### How to complete this task:
From the entries below, copy every line holding the word "middle".

### Input:
★ ★ ★ ★ ★ ★ ★
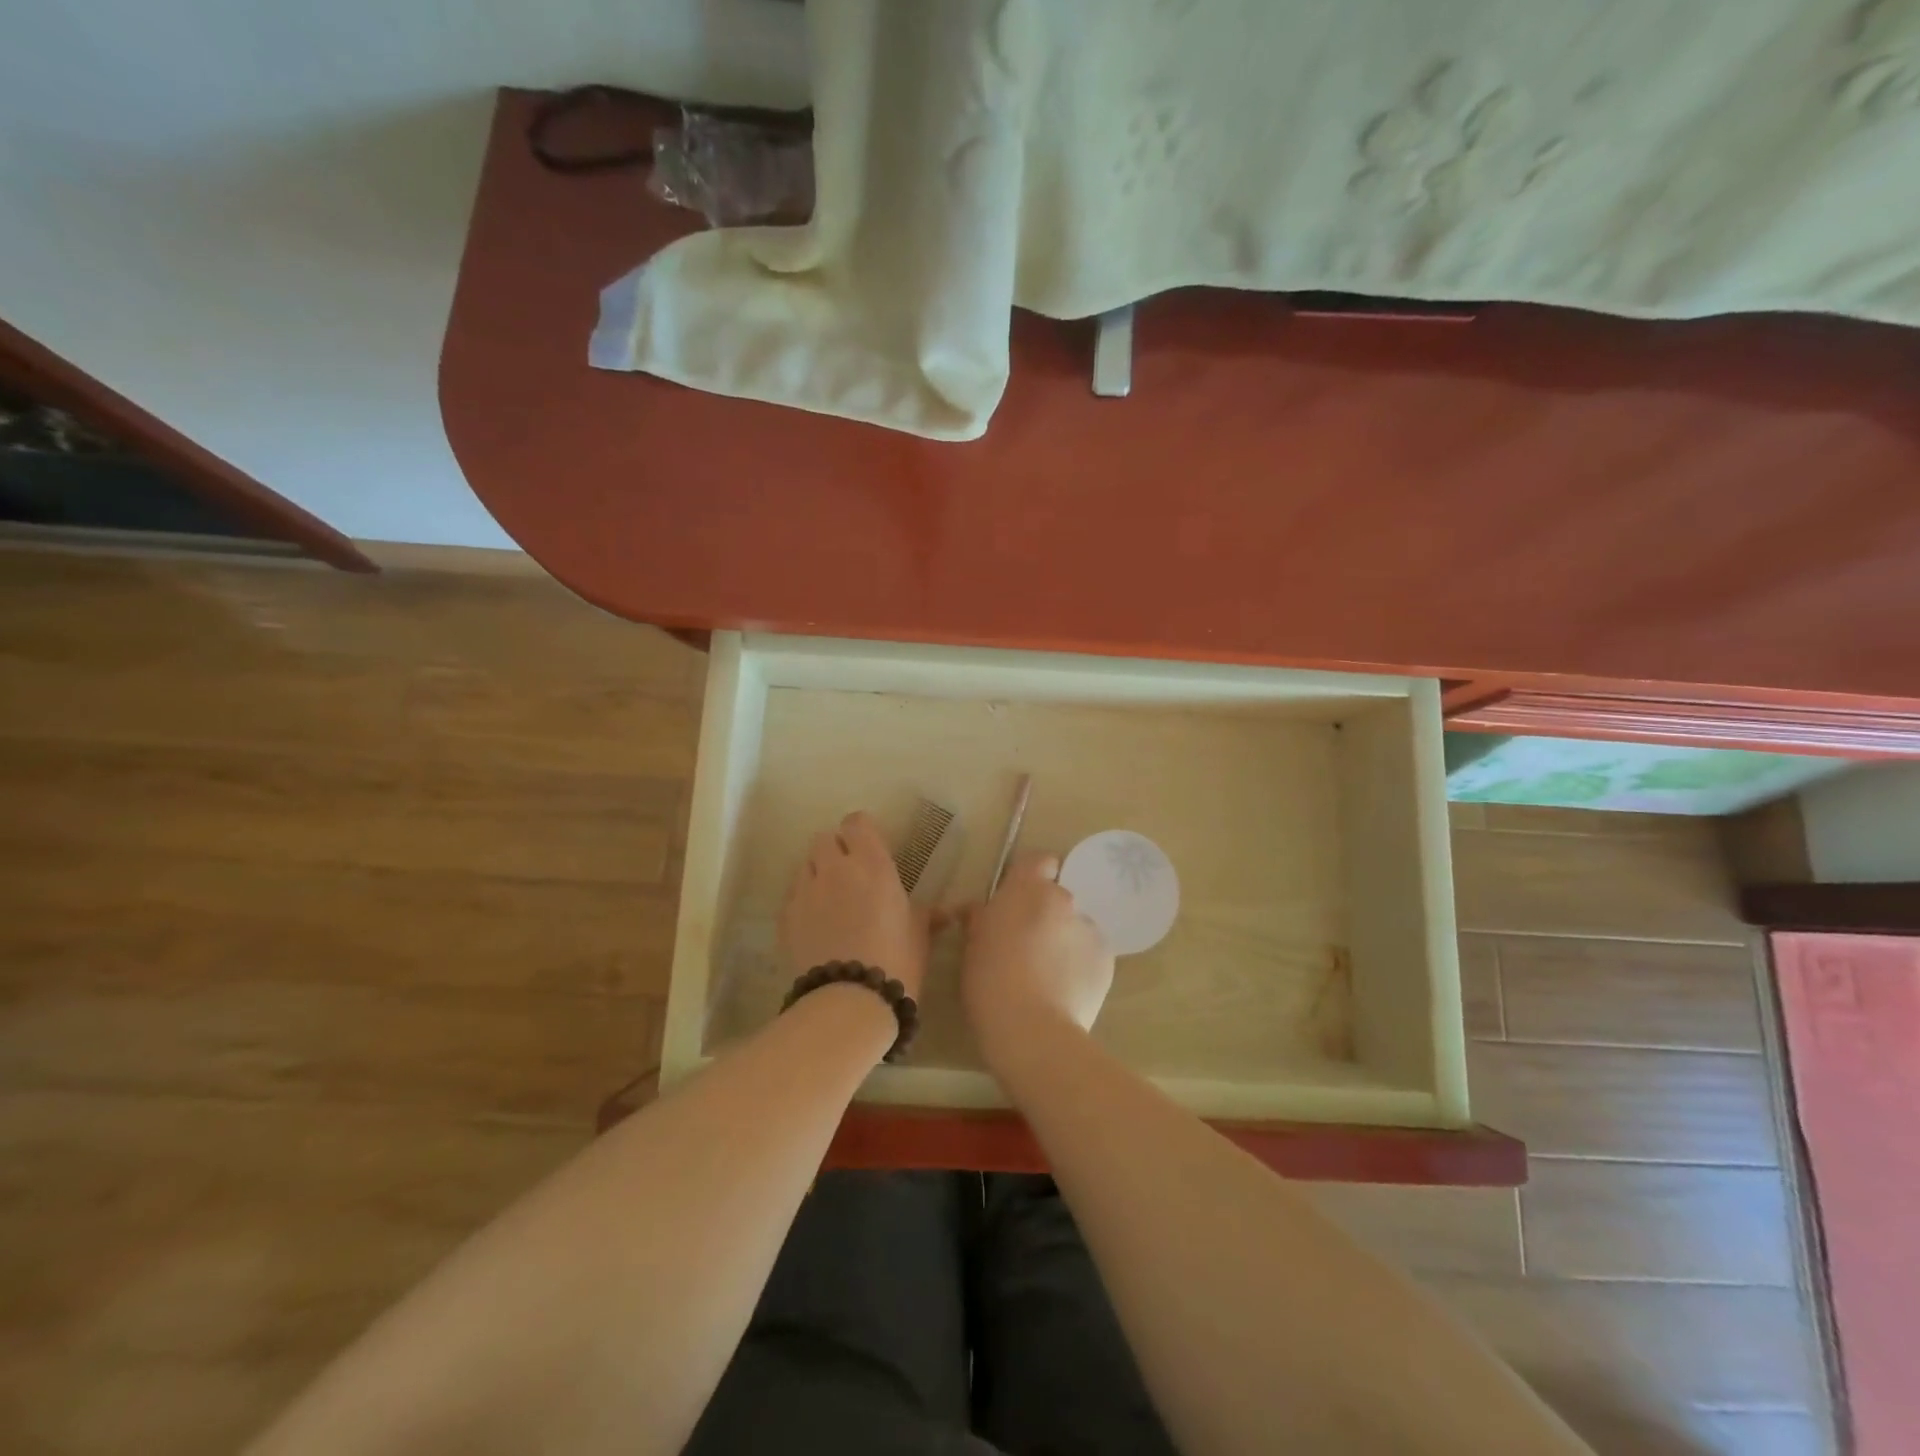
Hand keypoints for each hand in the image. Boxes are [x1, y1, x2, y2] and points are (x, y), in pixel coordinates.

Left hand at [780, 810, 930, 996]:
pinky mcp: (786, 917)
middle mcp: (835, 869)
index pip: (856, 823)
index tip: (869, 848)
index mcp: (873, 864)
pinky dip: (803, 902)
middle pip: (825, 839)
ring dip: (817, 874)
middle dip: (835, 851)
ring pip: (805, 865)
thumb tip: (949, 912)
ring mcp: (806, 891)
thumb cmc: (897, 961)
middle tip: (850, 874)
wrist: (851, 1000)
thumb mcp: (920, 935)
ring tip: (830, 900)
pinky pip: (793, 896)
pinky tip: (816, 926)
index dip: (861, 832)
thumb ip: (928, 915)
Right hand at [960, 851, 1113, 1069]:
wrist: (1032, 1030)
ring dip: (1063, 940)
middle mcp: (1064, 899)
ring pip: (1075, 926)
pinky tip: (1064, 990)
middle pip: (1056, 897)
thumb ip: (980, 918)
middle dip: (1044, 914)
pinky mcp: (1107, 958)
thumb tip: (977, 910)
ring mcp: (1090, 928)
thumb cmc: (990, 981)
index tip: (1017, 902)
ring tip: (1047, 975)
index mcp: (1028, 889)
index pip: (1039, 861)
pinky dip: (1079, 964)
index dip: (1030, 877)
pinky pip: (1090, 952)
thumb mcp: (972, 945)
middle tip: (1025, 946)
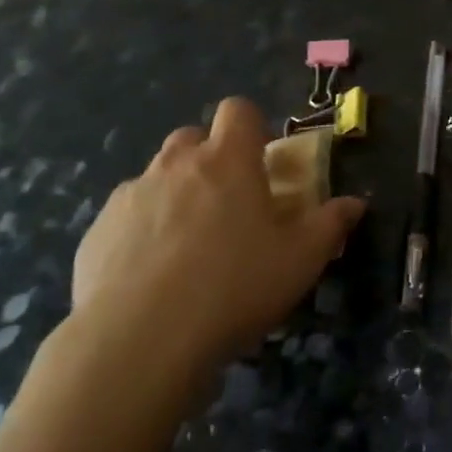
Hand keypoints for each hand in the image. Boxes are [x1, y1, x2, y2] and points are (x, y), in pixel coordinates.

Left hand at [70, 100, 364, 373]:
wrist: (139, 341)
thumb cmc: (234, 287)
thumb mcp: (301, 260)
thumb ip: (331, 224)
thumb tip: (355, 203)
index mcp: (227, 160)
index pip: (238, 110)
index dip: (252, 126)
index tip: (262, 160)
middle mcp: (175, 165)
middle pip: (192, 137)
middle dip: (210, 157)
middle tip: (228, 202)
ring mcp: (130, 196)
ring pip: (156, 176)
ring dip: (175, 194)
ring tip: (188, 245)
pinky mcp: (96, 232)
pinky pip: (126, 216)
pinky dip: (141, 231)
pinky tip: (150, 275)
★ ★ ★ ★ ★ ★ ★
### Response to the task:
middle mcp: (835, 869)
middle pip: (825, 839)
middle dip: (835, 851)
middle tip: (850, 874)
middle mcp: (1064, 899)
middle pip: (1056, 897)
middle dip: (1044, 914)
middle tip: (1025, 946)
middle mcp: (175, 165)
middle pip: (192, 137)
middle dip: (210, 157)
middle tip: (228, 202)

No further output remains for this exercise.